Après Leiji Mastumoto, décédé en février dernier, le Japon a perdu ces derniers jours un autre grand artiste. Ryūichi Sakamoto s’en est allé le 28 mars dernier. Si ce nom ne vous dit rien, nous allons resituer un peu le personnage, en nous focalisant sur deux temps musicaux majeurs de la carrière de ce grand monsieur. A la fois musicien, compositeur, producteur, chef d’orchestre et acteur, Ryūichi Sakamoto voit le jour en 1952 à Tokyo. Très inspiré par la musique impressionniste de Debussy et Ravel, mais aussi la pop rock des Beatles et des Stones, Sakamoto suit des cours à l’Université des beaux-arts et de la musique de Tokyo. Il y étudie tout à la fois la composition, la musique ethnique et la musique électronique. Musique électronique qui, dans le courant des années 1970, prend précisément son essor via le développement des synthétiseurs comme les incontournables Moog. Ryūichi Sakamoto sort dès 1975 de premiers enregistrements, sur lesquels il travaille comme claviériste ou arrangeur.
Il faut se transporter en 1978 pour voir naître le groupe fondamental et fondateur de la carrière de Sakamoto. Le Yellow Magic Orchestra publiera 8 albums studios entre 1978 et 1983, auxquels il faut ajouter un neuvième en 1993. L’essentiel des pépites du Yellow Magic Orchestra se situe donc à la charnière des années 1970 et 1980, avec des morceaux comme Tong Poo (1978), Technopolis (1979) ou encore Nice Age (1980). Si vous n’avez jamais entendu parler de ce trio, dites vous qu’il a été porteur de l’essor de l’électro sous différentes formes : électropop, synthpop, ambient house et electronica. Influencé par la musique de Kraftwerk, le Yellow Magic Orchestra est précisément à l’Orient ce que le groupe allemand fut à l’Occident dans le développement de l’électro. Le Yellow Magic Orchestra mis en sommeil, Ryūichi Sakamoto poursuivra dès les années 1980, et jusqu’aux années 2010, une foisonnante carrière au cours de laquelle il n’aura de cesse de repousser les explorations électro en allant jusqu’au rap et la house music dans les années 1990, tout en travaillant aussi autour des musiques du monde avec, par exemple, deux albums de bossa nova au début des années 2000.
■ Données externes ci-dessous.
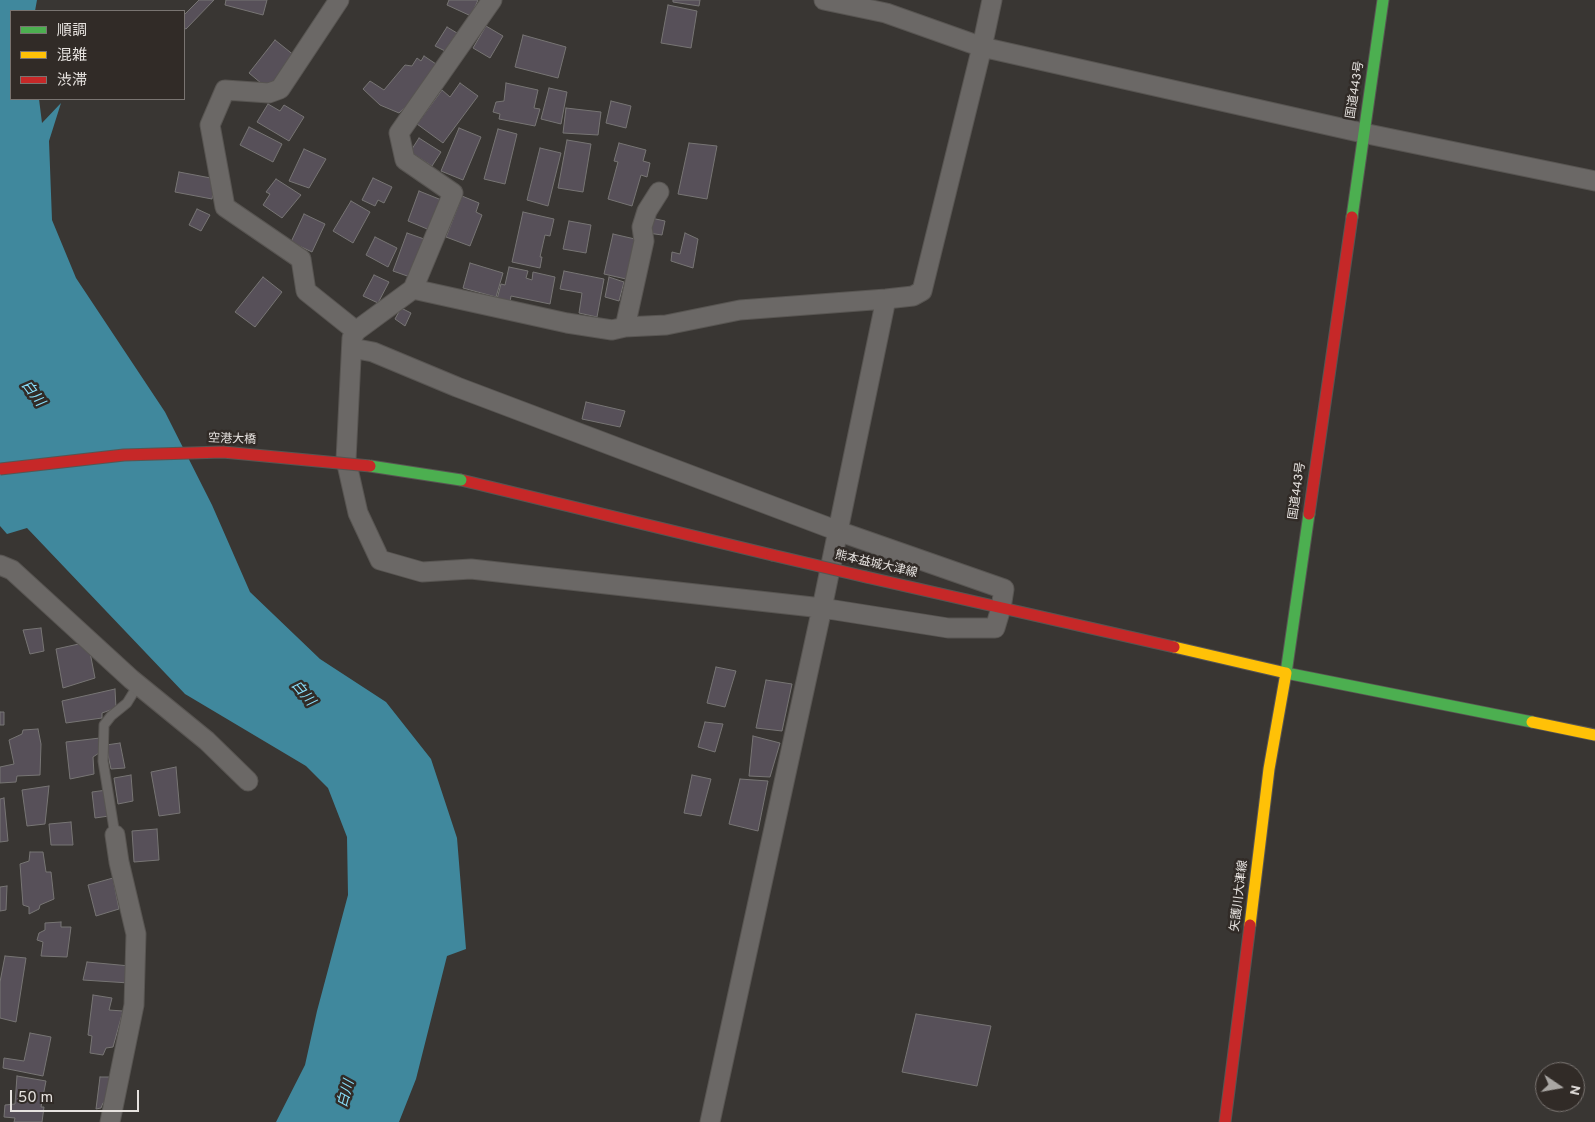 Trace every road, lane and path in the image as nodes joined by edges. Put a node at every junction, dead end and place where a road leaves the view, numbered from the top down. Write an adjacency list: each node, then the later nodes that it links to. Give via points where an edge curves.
1 (339, 0): 13 (street, via 280,89 269,93 225,90 210,125 225,207 301,259 306,291)
2 (492, 0): 10 (street, via 399,133 406,160 454,193)
3 (824, 0): 6 (street, via 886,13)
4 (992, 0): 6 (street)
5 (1383, 0): 7 (main road, 国道443号)
6 (982, 47): 7 (street); 11 (street, via 922,291 913,296)
7 (1363, 133): 8 (street); 20 (main road, 国道443号)
8 (1595, 181)
9 (659, 192): 12 (street, via 646,211 642,228 644,240)
10 (413, 289): 12 (street, via 567,323 612,330); 13 (street)
11 (886, 299): 12 (street, via 740,310 666,325); 16 (street)
12 (625, 327)
13 (354, 340): 16 (street, via 373,352 457,387); 18 (street, via 346,460 358,513 380,560 422,572 471,569)
14 (0, 469): 15 (main road, 空港大橋, bridge, via 124,455 223,452 354,462)
15 (461, 480): 19 (main road, 熊本益城大津線, bridge)
16 (838, 531): 18 (street); 19 (street, via 1004,589)
17 (0, 565): 21 (street, via 12,570)
18 (822, 608): 19 (street, via 948,628 995,628); 26 (street)
19 (1001, 608): 20 (main road, 熊本益城大津線)
20 (1286, 673): 22 (main road); 27 (main road, 矢護川大津線, via 1269,770)
21 (138, 685): 23 (street, via 207,741); 24 (lane, via 127,703 104,725 103,760)
22 (1595, 735)
23 (248, 781)
24 (115, 834): 25 (street, via 136,934 134,1005)
25 (110, 1122)
26 (710, 1122)
27 (1226, 1122) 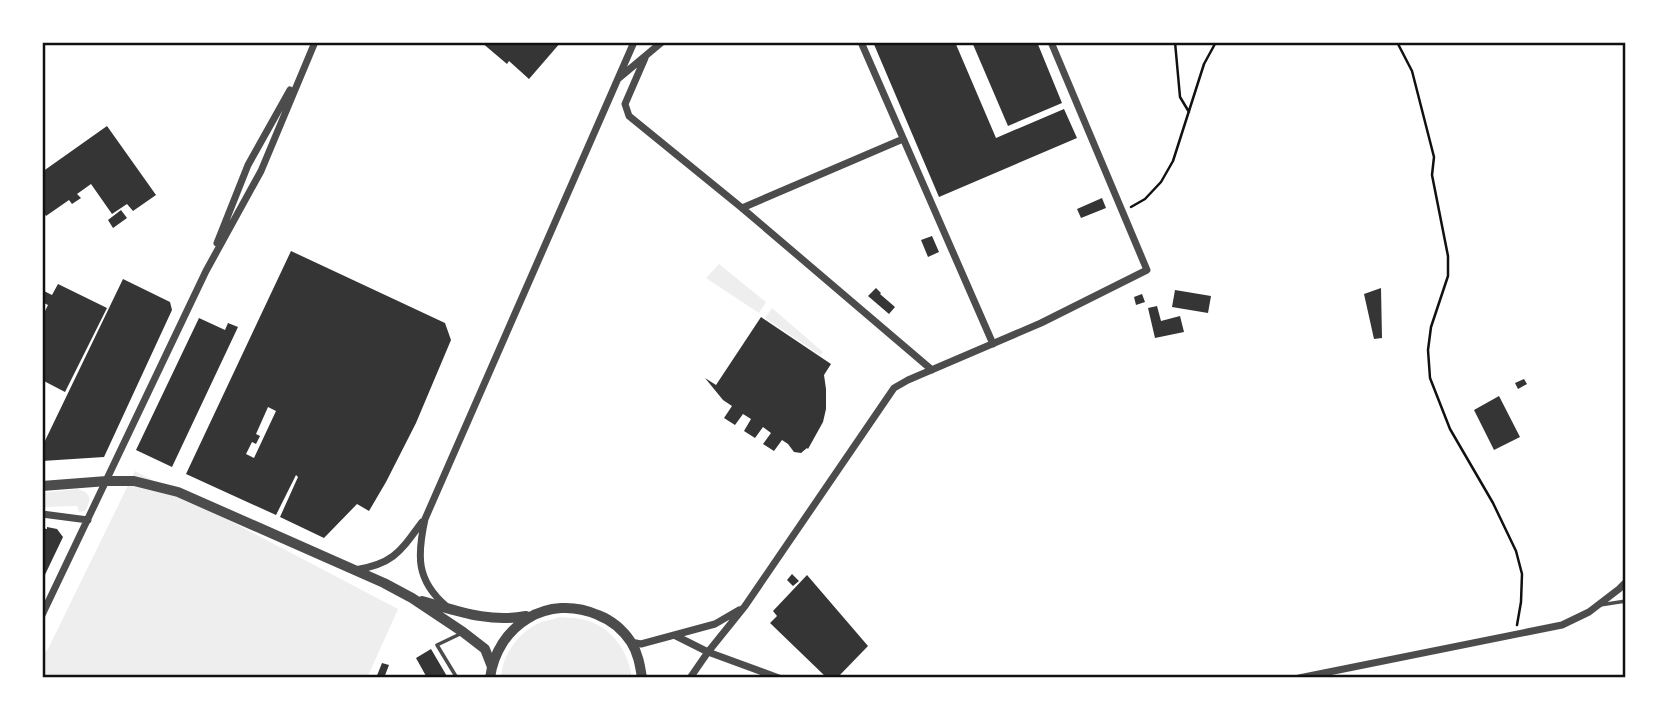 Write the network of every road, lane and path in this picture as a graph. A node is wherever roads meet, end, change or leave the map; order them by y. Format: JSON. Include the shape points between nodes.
{"nodes":[{"id":1,"x":315,"y":42,"type":"edge"},
{"id":2,"x":634,"y":42,"type":"edge"},
{"id":3,"x":662,"y":42,"type":"edge"},
{"id":4,"x":861,"y":42,"type":"edge"},
{"id":5,"x":1051,"y":42,"type":"edge"},
{"id":6,"x":1175,"y":42,"type":"edge"},
{"id":7,"x":1216,"y":42,"type":"edge"},
{"id":8,"x":1397,"y":42,"type":"edge"},
{"id":9,"x":645,"y":58,"type":"junction"},
{"id":10,"x":304,"y":65,"type":"junction"},
{"id":11,"x":616,"y":81,"type":"junction"},
{"id":12,"x":1188,"y":112,"type":"junction"},
{"id":13,"x":903,"y":139,"type":"junction"},
{"id":14,"x":742,"y":208,"type":"junction"},
{"id":15,"x":1122,"y":212,"type":"junction"},
{"id":16,"x":206,"y":271,"type":"junction"},
{"id":17,"x":993,"y":344,"type":"junction"},
{"id":18,"x":932,"y":370,"type":"junction"},
{"id":19,"x":107,"y":481,"type":"junction"},
{"id":20,"x":42,"y":486,"type":"edge"},
{"id":21,"x":42,"y":514,"type":"edge"},
{"id":22,"x":425,"y":519,"type":"junction"},
{"id":23,"x":88,"y":520,"type":"junction"},
{"id":24,"x":354,"y":570,"type":"junction"},
{"id":25,"x":384,"y":572,"type":"junction"},
{"id":26,"x":1626,"y":582,"type":"edge"},
{"id":27,"x":412,"y":598,"type":"junction"},
{"id":28,"x":1626,"y":601,"type":"edge"},
{"id":29,"x":1598,"y":605,"type":"junction"},
{"id":30,"x":745,"y":606,"type":"junction"},
{"id":31,"x":449,"y":609,"type":"junction"},
{"id":32,"x":42,"y":615,"type":"edge"},
{"id":33,"x":534,"y":615,"type":"junction"},
{"id":34,"x":463,"y":632,"type":"junction"},
{"id":35,"x":1515,"y":634,"type":"junction"},
{"id":36,"x":675,"y":636,"type":"junction"},
{"id":37,"x":631,"y":642,"type":"junction"},
{"id":38,"x":708,"y":652,"type":"junction"},
{"id":39,"x":492,"y":667,"type":"junction"},
{"id":40,"x":457,"y":678,"type":"edge"},
{"id":41,"x":490,"y":678,"type":"edge"},
{"id":42,"x":642,"y":678,"type":"edge"},
{"id":43,"x":690,"y":678,"type":"edge"},
{"id":44,"x":779,"y":678,"type":"edge"},
{"id":45,"x":1299,"y":678,"type":"edge"}],
"edges":[{"from":1,"to":10,"type":"street"},
{"from":2,"to":11,"type":"street"},
{"from":3,"to":9,"type":"street"},
{"from":4,"to":13,"type":"street"},
{"from":5,"to":15,"type":"street"},
{"from":6,"to":12,"type":"path","via":[[1180,97]]},
{"from":7,"to":12,"type":"path"},
{"from":8,"to":35,"type":"path","via":[[1412,71],[1434,157],[1432,175],[1448,256],[1448,276],[1431,327],[1430,378],[1450,429],[1516,551],[1522,575]]},
{"from":9,"to":11,"type":"street"},
{"from":9,"to":14,"type":"street","via":[[625,104],[629,116]]},
{"from":10,"to":16,"type":"street","via":[[261,171]]},
{"from":10,"to":16,"type":"street","via":[[248,164]]},
{"from":11,"to":22,"type":"street"},
{"from":12,"to":15,"type":"path","via":[[1173,161],[1161,182],[1145,199]]},
{"from":13,"to":14,"type":"street"},
{"from":13,"to":17,"type":"street"},
{"from":14,"to":18,"type":"street"},
{"from":15,"to":17,"type":"street","via":[[1147,270]]},
{"from":16,"to":19,"type":"street"},
{"from":17,"to":18,"type":"street"},
{"from":18,"to":30,"type":"street","via":[[894,388]]},
{"from":19,"to":20,"type":"street"},
{"from":19,"to":23,"type":"street"},
{"from":19,"to":24,"type":"street","via":[[134,481],[178,492]]},
{"from":21,"to":23,"type":"street"},
{"from":22,"to":25,"type":"street"},
{"from":22,"to":31,"type":"street","via":[[419,562],[432,591]]},
{"from":23,"to":32,"type":"street"},
{"from":24,"to":25,"type":"street"},
{"from":24,"to":25,"type":"street","via":[[374,567]]},
{"from":25,"to":27,"type":"street"},
{"from":26,"to":29,"type":"street"},
{"from":27,"to":31,"type":"street"},
{"from":27,"to":34,"type":"street"},
{"from":28,"to":29,"type":"lane"},
{"from":29,"to":35,"type":"street","via":[[1562,625]]},
{"from":30,"to":36,"type":"street","via":[[715,624]]},
{"from":30,"to":38,"type":"street"},
{"from":31,"to":33,"type":"street","via":[[492,619]]},
{"from":33,"to":37,"type":"street","via":[[569,607],[588,610],[605,617]]},
{"from":33,"to":39,"type":"street","via":[[515,627],[500,645]]},
{"from":34,"to":39,"type":"street","via":[[485,649]]},
{"from":34,"to":40,"type":"lane","via":[[437,645]]},
{"from":35,"to":45,"type":"street"},
{"from":36,"to":37,"type":"street"},
{"from":36,"to":38,"type":"street"},
{"from":37,"to":42,"type":"street"},
{"from":38,"to":43,"type":"street"},
{"from":38,"to":44,"type":"street"},
{"from":39,"to":41,"type":"street"}]}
En Occident, Ryūichi Sakamoto est également connu pour une autre facette de sa carrière : celle de compositeur de musiques de films. A commencer par Furyo (1984), dans lequel Sakamoto tient également un des rôles principaux face à David Bowie. C’est pourtant ses talents de musicien qui seront récompensés, puisque la BO de Furyo décrochera le BAFTA de la meilleure musique de film. On écoutera ci-dessous le magnifique thème Merry Christmas, Mr. Lawrence en version originale (parfaite synthèse du double travail électro/musiques du monde), mais aussi interprété en piano solo par maître Sakamoto himself. Tout simplement magique. Quatre années plus tard, c’est l’Oscar de la meilleure musique de film qui récompense Ryūichi Sakamoto pour la BO du Dernier empereur de Bertolucci. Si l’on retient les BO de ces deux films, on peut aussi se souvenir de celles d’Un thé au Sahara (1990), Talons aiguilles (1992), Snake eyes (1998) ou plus récemment Babel (2006) et The Revenant (2015), cette dernière en collaboration avec Alva Noto. Autant de compositions diverses qui donnent un aperçu du pléthorique travail de Sakamoto au fil de ses années de carrière.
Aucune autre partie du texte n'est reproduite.